■ **Data extract**:

=== Section Start ===

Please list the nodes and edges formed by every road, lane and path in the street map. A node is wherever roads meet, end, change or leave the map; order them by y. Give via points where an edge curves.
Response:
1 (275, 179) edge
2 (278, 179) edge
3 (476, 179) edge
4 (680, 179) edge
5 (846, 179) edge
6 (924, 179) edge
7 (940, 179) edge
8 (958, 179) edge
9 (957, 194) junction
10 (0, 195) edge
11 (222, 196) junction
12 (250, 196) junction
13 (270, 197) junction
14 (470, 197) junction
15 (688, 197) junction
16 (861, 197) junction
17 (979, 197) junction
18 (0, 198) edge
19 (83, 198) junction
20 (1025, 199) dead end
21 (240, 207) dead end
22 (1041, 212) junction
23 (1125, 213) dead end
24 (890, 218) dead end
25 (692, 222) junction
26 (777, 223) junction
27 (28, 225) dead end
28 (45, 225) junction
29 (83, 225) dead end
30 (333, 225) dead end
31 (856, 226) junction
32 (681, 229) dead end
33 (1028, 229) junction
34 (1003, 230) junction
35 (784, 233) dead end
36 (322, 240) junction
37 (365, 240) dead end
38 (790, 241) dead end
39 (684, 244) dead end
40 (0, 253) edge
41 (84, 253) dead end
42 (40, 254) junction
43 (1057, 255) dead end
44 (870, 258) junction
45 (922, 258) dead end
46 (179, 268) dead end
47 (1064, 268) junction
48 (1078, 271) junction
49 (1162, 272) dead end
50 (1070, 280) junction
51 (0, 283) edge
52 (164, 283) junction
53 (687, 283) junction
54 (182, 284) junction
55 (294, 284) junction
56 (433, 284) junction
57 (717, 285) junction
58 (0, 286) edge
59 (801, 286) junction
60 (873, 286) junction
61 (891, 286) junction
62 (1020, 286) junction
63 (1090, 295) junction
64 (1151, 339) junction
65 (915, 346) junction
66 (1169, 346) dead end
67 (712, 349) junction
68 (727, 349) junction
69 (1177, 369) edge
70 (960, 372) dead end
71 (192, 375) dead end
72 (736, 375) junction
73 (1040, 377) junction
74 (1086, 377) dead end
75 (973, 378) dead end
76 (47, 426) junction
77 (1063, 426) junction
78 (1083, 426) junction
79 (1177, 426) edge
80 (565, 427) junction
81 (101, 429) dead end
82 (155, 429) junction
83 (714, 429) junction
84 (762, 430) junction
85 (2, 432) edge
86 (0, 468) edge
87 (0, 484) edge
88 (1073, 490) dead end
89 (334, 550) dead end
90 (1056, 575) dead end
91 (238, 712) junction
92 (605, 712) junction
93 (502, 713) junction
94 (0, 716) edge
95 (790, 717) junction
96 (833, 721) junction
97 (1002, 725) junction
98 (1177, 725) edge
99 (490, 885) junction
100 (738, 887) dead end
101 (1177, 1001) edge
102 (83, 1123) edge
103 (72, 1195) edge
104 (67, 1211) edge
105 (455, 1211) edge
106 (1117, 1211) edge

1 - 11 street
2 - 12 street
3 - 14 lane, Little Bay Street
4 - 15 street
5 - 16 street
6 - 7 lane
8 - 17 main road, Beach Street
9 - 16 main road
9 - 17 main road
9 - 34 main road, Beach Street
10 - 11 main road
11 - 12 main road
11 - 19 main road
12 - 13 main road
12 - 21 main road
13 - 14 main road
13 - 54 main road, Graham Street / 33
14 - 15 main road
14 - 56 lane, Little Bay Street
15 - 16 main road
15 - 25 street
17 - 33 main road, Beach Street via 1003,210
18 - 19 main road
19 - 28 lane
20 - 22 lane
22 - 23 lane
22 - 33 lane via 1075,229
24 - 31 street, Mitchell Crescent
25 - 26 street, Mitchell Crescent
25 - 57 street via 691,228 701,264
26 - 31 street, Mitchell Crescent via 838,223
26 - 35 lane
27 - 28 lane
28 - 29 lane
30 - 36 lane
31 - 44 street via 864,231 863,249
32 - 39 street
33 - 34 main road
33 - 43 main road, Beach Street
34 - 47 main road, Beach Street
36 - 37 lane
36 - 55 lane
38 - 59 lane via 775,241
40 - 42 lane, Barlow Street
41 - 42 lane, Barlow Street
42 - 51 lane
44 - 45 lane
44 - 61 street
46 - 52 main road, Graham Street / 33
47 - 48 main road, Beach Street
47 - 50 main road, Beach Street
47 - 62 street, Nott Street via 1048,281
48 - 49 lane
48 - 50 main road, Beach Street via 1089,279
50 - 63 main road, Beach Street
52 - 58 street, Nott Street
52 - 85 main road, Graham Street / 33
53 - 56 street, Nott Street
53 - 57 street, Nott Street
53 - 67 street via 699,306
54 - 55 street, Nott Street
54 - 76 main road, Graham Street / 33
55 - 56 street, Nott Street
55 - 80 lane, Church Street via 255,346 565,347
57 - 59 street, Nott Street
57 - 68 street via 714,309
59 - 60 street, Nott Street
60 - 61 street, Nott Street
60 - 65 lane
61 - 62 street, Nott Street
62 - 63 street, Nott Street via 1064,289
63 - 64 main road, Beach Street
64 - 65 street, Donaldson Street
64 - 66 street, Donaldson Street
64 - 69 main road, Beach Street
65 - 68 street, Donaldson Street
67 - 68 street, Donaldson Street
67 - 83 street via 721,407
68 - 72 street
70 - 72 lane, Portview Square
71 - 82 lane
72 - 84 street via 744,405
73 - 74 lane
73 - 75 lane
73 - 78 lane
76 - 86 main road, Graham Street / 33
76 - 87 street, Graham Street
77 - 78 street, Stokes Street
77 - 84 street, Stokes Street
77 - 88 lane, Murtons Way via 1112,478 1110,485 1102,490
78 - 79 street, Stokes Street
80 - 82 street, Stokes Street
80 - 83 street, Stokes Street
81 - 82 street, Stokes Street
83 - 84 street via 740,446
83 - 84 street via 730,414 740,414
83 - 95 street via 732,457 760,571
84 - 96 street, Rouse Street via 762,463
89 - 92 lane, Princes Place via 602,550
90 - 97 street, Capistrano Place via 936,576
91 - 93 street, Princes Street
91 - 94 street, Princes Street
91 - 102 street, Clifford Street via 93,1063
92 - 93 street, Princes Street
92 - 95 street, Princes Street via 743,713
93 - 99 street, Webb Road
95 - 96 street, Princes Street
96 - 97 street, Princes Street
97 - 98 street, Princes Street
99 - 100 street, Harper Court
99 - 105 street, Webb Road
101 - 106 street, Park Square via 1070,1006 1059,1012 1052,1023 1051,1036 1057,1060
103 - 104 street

=== Section End ===
=== Section Start ===

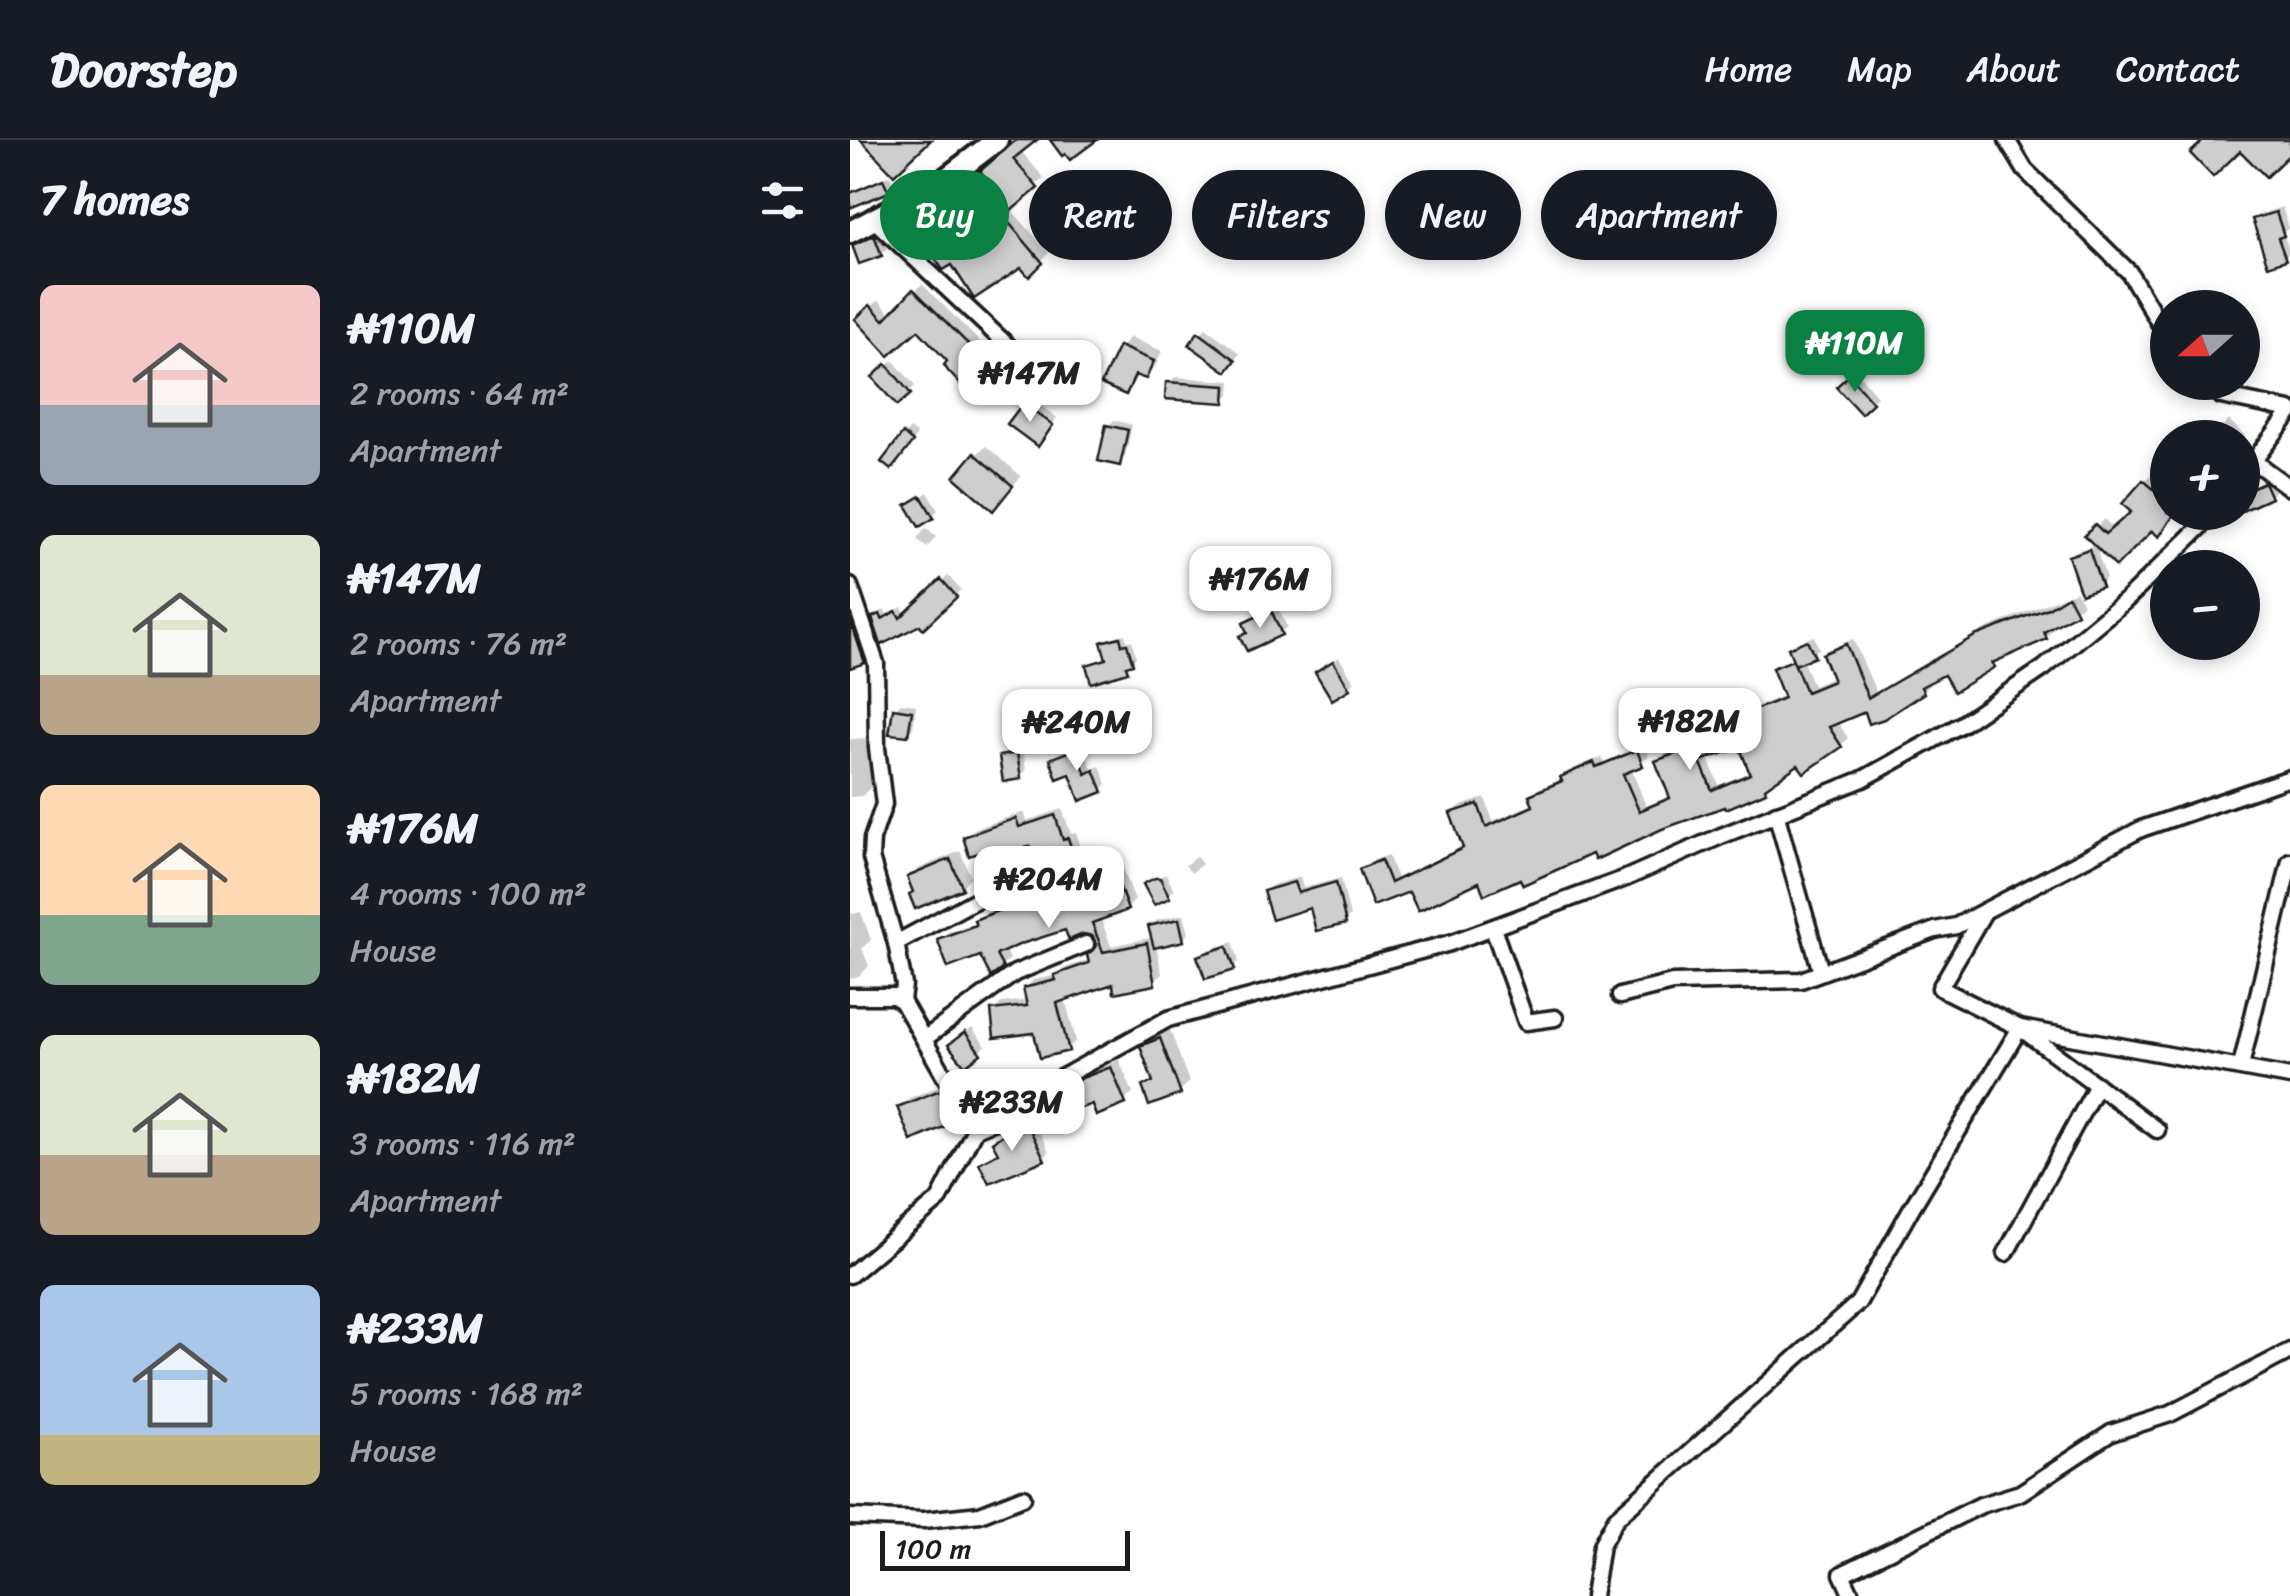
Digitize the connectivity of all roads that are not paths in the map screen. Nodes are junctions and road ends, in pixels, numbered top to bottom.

=== Section End ===
=== Section Start ===

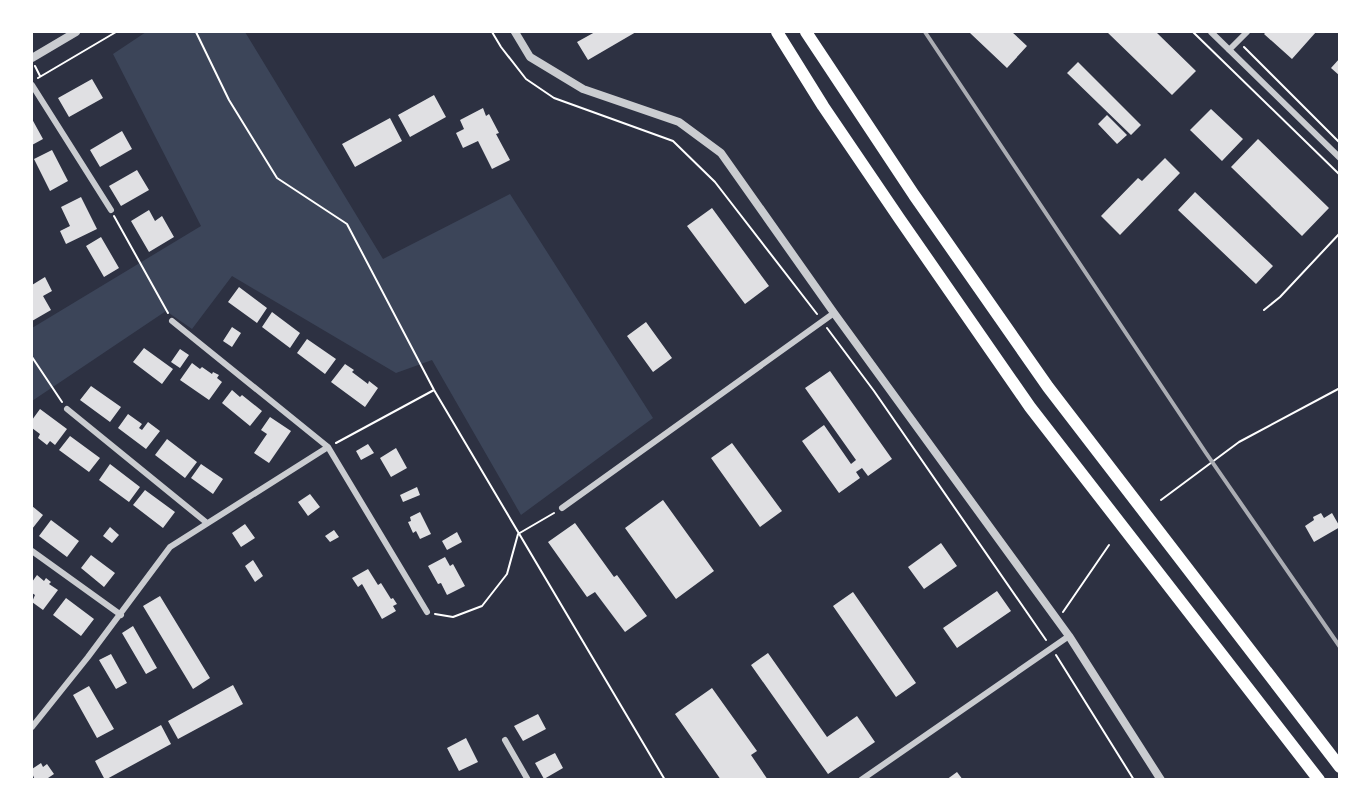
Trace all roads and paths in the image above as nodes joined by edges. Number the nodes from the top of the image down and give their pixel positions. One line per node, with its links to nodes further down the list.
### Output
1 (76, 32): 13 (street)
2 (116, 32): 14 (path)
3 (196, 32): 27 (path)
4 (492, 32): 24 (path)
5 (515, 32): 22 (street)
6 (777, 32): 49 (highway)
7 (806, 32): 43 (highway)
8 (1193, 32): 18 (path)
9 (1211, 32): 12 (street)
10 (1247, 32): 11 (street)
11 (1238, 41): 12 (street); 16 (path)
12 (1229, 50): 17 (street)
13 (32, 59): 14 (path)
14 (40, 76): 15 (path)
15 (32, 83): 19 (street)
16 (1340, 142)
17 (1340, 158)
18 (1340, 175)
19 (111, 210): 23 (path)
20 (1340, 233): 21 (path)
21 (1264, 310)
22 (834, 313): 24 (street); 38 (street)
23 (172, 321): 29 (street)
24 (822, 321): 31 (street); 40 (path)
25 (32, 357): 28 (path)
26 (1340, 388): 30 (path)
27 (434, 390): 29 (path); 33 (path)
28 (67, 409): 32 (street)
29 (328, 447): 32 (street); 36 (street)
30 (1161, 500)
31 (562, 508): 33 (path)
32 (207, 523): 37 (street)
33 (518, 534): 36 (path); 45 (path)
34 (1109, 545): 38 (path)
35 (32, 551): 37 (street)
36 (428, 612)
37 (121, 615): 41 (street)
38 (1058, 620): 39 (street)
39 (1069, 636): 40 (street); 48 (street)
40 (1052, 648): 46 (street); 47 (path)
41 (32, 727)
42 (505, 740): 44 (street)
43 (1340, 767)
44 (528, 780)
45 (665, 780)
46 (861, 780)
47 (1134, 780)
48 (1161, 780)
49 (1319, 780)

=== Section End ===

■ **Work order**: Go through the entries above, and wherever a line holds the word "edges", copy that line.

■ **Answer section**:
Please list the nodes and edges formed by every road, lane and path in the street map. A node is wherever roads meet, end, change or leave the map; order them by y. Give via points where an edge curves.
Trace all roads and paths in the image above as nodes joined by edges. Number the nodes from the top of the image down and give their pixel positions. One line per node, with its links to nodes further down the list.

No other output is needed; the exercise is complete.